We’d been trying for six years.
I remember staring down at yet another negative pregnancy test, my breath shaky as I set it on the bathroom counter like it might change if I looked away and checked again.
“It’s just not working anymore, Daniel,” I said quietly.
He crossed the room in two long strides and wrapped his arms around me from behind.
“Don’t say that,” he murmured. “Dr. Klein said we still have options.”
I pulled away and tossed the test into the trash. “We’ve tried every option. IVF. Hormones. Acupuncture from your garlic-scented mother’s guru. I’m thirty-five, Daniel. How much longer do we do this?”
He turned me to face him, cupping my cheeks with steady hands. “As long as it takes. Because one day, you’re going to be the best mother this world has ever seen. I believe that with every cell in my body.”
I wanted to believe it too. Daniel had never once wavered—not after the first miscarriage, not after the third. He was the one who researched treatments, held me through injections, whispered hope when I had none.
Even when my own body began to feel like a traitor, Daniel never blamed it. Or me.
That’s who he was. Thoughtful. Steady. The man who left love notes in my lunchbox.

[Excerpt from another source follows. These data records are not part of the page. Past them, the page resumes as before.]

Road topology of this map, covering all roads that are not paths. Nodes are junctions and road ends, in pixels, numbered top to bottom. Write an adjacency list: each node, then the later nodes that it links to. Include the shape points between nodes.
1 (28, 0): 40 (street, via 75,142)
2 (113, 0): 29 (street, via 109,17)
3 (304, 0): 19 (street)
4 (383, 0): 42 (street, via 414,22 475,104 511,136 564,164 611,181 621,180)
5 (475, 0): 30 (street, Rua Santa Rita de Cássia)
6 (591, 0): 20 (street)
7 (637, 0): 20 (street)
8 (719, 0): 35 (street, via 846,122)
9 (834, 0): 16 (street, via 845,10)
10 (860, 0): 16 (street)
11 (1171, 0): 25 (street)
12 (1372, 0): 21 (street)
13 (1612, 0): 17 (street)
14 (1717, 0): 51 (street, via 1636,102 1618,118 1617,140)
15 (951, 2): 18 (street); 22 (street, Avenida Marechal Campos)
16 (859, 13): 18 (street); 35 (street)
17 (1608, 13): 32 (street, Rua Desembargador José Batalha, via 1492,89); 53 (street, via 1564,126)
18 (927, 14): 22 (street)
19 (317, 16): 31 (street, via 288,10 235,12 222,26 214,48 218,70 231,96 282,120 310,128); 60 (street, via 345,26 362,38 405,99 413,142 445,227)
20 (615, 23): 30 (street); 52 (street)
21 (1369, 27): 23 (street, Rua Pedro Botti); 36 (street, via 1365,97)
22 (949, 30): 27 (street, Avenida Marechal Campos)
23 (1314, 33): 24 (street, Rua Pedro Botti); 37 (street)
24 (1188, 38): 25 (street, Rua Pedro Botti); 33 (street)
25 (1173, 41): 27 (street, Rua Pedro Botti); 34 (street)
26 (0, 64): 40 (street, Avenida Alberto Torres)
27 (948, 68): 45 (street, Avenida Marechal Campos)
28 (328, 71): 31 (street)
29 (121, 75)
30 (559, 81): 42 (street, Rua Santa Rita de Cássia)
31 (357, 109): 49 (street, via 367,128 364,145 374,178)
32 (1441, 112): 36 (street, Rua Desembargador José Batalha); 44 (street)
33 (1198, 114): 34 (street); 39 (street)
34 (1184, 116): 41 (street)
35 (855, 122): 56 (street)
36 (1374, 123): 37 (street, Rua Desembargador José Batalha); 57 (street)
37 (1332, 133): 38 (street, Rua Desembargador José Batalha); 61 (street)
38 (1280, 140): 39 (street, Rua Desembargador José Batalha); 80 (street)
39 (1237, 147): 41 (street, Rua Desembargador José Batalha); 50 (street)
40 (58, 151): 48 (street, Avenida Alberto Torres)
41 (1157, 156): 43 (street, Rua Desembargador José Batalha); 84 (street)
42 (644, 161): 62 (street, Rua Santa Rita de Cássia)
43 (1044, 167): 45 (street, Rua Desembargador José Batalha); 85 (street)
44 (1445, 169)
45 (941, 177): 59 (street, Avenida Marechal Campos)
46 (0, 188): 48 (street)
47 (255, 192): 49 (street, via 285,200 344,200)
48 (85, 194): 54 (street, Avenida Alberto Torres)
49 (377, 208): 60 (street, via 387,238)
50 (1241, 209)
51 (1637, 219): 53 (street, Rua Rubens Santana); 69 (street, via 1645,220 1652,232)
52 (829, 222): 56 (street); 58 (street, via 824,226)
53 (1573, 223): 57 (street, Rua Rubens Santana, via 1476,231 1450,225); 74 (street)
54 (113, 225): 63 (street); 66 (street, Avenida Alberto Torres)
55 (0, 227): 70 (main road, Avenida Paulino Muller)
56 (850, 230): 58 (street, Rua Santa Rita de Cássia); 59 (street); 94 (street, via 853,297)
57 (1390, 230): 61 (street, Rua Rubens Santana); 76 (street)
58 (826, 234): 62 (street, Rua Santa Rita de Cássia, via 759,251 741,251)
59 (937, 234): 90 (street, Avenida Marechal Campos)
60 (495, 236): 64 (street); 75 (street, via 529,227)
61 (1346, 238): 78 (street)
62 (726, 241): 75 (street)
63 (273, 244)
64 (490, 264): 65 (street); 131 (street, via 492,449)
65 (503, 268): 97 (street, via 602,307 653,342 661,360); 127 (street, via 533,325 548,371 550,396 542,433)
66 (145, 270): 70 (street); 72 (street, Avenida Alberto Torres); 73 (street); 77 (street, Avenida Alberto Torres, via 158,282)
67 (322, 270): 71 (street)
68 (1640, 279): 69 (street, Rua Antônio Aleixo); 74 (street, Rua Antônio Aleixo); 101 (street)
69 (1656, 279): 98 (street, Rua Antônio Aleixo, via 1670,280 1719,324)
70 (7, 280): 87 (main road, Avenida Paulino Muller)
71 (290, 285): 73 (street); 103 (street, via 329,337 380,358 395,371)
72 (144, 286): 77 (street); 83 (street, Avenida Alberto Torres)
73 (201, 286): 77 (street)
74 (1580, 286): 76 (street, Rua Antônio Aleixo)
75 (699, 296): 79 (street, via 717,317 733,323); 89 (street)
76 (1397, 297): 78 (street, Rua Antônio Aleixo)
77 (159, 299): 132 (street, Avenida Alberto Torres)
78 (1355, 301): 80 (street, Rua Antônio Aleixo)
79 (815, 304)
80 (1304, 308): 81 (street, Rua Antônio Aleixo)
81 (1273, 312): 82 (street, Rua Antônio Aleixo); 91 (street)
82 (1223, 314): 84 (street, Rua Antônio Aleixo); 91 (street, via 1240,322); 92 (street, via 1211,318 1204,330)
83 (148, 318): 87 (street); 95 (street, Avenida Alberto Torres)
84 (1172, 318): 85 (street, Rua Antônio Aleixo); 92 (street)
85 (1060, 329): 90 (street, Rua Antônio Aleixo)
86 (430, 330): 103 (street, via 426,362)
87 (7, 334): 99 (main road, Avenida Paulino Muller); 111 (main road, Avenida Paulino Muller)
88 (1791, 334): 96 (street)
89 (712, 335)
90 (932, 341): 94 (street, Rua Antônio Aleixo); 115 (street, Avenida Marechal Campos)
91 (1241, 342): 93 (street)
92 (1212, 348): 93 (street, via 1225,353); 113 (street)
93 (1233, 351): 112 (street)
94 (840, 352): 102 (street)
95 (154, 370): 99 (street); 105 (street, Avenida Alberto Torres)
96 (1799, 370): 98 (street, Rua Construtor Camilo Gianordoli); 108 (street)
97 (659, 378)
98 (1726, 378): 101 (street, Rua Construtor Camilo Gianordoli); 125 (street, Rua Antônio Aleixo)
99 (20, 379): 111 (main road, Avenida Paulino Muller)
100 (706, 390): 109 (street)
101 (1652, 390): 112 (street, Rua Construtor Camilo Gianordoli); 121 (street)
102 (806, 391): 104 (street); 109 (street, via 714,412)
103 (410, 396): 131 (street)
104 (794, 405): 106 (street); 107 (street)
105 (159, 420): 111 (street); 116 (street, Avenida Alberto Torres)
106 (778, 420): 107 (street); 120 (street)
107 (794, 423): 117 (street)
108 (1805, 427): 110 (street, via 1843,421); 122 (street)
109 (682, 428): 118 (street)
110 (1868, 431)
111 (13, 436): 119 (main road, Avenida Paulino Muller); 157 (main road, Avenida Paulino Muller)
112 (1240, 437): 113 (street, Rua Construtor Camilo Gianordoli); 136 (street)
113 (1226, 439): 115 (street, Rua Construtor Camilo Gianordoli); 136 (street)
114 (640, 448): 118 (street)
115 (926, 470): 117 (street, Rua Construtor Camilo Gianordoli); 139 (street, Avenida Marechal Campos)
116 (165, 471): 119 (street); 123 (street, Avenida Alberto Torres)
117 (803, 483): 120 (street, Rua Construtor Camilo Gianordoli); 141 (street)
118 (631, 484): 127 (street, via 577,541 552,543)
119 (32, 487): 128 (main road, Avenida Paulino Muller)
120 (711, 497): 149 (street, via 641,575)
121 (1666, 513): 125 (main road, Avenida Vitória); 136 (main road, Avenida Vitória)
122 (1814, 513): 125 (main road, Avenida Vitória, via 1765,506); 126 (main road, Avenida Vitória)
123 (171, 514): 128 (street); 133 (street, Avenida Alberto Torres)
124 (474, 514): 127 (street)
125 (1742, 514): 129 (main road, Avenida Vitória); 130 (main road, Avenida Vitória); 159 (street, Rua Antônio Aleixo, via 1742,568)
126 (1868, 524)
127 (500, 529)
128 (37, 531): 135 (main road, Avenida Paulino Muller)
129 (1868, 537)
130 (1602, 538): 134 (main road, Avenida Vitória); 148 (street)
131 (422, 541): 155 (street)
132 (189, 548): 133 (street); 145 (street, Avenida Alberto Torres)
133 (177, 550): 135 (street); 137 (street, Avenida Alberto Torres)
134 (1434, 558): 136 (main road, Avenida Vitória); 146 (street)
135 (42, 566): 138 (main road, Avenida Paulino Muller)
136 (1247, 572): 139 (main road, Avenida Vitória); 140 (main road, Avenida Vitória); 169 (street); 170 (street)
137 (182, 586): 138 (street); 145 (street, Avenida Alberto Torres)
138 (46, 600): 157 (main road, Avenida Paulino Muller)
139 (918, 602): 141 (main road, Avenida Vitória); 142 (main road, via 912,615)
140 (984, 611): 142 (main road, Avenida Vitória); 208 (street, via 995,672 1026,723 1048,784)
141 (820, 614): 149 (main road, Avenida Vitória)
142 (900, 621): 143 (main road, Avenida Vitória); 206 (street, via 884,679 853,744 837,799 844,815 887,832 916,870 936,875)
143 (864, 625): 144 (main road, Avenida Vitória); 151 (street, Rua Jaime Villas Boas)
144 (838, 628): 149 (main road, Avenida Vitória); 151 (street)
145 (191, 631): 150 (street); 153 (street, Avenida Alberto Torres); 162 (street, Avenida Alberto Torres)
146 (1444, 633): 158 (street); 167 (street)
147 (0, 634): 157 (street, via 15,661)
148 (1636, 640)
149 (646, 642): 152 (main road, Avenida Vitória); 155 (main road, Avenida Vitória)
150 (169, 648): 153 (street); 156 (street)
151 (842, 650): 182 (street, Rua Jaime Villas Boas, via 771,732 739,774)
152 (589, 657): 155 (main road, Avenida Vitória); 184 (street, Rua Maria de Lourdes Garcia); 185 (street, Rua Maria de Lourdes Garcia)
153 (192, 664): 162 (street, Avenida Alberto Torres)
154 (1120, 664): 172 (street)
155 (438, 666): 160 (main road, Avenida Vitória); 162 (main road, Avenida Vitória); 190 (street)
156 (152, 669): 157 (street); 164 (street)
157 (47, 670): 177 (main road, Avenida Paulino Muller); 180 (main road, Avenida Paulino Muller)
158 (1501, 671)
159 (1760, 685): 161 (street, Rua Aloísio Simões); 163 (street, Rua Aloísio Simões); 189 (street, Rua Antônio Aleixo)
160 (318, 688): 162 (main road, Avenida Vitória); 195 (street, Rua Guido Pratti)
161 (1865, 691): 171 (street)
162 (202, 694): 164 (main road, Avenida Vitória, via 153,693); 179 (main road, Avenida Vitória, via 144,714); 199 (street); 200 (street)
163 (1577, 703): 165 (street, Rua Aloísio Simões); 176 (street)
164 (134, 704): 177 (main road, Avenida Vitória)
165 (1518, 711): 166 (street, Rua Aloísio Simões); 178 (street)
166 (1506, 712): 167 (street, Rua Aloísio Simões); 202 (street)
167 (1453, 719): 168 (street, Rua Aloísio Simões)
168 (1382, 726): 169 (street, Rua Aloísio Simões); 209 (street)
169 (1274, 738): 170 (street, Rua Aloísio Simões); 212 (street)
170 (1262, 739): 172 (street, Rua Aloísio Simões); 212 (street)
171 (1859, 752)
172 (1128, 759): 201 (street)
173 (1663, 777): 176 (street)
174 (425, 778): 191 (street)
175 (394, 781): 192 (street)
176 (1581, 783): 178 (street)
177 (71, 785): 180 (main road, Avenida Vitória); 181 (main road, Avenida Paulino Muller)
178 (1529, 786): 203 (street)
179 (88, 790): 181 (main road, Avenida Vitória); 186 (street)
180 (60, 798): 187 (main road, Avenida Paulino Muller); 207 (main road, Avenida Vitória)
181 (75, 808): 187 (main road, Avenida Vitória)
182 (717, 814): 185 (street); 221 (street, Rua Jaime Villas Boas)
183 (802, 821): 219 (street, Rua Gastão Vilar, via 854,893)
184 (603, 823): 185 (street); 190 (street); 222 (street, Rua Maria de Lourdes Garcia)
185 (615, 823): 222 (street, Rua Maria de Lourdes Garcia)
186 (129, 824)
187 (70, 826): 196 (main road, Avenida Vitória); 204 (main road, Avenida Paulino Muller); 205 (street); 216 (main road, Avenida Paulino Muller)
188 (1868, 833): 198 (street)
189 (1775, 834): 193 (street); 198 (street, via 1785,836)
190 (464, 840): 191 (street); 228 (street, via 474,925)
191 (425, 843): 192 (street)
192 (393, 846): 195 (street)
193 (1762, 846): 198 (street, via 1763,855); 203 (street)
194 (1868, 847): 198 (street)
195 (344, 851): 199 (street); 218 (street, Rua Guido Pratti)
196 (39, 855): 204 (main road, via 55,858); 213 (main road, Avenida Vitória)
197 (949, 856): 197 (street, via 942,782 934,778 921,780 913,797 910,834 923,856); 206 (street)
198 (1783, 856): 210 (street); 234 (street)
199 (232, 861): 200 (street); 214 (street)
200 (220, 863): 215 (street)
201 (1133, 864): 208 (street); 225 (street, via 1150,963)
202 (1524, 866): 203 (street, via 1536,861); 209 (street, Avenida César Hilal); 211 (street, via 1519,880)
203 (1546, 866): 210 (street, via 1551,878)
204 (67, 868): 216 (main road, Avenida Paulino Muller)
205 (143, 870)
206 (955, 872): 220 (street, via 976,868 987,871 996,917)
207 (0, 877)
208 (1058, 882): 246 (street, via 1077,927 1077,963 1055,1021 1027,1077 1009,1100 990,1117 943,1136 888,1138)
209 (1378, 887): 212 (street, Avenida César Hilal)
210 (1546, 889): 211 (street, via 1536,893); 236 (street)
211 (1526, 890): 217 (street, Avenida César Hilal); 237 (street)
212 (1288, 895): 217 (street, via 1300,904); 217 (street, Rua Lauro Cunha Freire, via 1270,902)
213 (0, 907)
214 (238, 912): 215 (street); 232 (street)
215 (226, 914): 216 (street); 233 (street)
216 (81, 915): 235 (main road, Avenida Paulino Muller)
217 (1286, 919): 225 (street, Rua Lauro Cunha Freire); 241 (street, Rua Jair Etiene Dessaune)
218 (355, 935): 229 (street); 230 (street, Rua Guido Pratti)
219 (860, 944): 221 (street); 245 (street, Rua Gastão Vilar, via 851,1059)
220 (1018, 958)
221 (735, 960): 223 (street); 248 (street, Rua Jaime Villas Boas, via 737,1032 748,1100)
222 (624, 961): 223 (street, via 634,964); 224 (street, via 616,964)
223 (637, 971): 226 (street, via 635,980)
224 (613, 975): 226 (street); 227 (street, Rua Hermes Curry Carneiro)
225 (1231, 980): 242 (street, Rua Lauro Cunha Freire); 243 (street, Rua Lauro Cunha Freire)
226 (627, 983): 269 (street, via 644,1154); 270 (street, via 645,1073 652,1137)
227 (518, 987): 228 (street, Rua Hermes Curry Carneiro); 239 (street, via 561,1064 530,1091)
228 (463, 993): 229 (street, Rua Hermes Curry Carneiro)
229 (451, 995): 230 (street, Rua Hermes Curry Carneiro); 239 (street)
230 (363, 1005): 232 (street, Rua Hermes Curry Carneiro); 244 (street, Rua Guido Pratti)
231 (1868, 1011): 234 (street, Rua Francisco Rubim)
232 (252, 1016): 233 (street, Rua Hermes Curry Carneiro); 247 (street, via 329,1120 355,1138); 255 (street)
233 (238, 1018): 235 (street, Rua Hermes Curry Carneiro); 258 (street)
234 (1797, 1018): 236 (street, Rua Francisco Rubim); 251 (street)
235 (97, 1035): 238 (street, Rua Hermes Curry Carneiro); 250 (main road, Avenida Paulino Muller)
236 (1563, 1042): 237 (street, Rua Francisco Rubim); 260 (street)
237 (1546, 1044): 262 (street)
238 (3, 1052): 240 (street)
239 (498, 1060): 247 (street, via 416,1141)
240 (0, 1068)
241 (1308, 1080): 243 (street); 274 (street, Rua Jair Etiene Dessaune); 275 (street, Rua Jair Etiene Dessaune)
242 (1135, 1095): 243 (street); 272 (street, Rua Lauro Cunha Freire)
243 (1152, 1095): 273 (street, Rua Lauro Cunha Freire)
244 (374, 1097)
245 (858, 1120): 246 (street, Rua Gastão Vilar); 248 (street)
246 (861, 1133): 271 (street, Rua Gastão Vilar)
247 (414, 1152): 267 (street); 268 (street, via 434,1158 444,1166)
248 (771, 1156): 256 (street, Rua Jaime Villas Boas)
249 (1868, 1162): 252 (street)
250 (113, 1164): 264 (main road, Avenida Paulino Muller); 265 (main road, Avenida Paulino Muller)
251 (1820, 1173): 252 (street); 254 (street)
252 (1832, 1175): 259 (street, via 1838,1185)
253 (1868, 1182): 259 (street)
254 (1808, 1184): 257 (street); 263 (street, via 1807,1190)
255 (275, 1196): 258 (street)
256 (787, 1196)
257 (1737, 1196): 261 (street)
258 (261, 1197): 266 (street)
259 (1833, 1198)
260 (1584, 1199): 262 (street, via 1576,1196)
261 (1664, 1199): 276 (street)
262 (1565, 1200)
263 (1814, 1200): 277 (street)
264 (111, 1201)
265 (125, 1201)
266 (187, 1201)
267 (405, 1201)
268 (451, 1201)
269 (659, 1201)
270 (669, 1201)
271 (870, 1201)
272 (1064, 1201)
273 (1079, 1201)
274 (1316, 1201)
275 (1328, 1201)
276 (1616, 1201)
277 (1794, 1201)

Who kissed my temple after I fell asleep crying. Who still held my hand in grocery store lines like we were twenty again.

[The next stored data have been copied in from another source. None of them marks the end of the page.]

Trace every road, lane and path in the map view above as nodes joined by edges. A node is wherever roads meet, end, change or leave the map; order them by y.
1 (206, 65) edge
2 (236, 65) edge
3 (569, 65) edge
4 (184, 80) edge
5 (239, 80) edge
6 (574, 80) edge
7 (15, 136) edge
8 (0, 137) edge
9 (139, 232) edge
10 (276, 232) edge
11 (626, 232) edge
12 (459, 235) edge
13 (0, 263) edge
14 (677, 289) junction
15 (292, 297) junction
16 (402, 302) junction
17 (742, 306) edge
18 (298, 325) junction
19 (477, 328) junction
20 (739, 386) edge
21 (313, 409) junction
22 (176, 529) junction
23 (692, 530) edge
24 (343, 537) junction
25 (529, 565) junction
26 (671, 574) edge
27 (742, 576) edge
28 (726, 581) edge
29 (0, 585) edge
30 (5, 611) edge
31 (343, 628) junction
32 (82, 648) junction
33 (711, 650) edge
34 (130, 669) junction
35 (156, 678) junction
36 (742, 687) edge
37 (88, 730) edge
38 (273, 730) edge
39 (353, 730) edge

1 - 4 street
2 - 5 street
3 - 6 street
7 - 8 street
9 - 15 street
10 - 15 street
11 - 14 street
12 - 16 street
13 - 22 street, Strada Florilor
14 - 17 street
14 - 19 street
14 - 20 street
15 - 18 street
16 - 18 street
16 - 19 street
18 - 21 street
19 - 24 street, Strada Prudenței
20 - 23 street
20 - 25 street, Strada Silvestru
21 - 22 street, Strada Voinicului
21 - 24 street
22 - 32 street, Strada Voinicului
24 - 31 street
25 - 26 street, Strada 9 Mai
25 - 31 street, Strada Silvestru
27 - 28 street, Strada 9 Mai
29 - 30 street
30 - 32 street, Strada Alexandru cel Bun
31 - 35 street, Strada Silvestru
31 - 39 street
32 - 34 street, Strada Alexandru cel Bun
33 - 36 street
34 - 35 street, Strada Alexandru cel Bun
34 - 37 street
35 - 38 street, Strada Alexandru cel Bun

But even perfect men have cracks.
“I don’t want to do anything for Mother’s Day this year,” I told him one morning. “No brunches. No pretending.”
He nodded slowly. “Okay. Then I’ll just plan something quiet. Something that feels good.”
So, when he left that Sunday morning to “pick up something special,” I assumed it was flowers. A croissant. Something small to make me feel seen.
I didn’t expect a baby.
When he stepped through the door cradling a bundled newborn in yellow fleece, I thought I was hallucinating.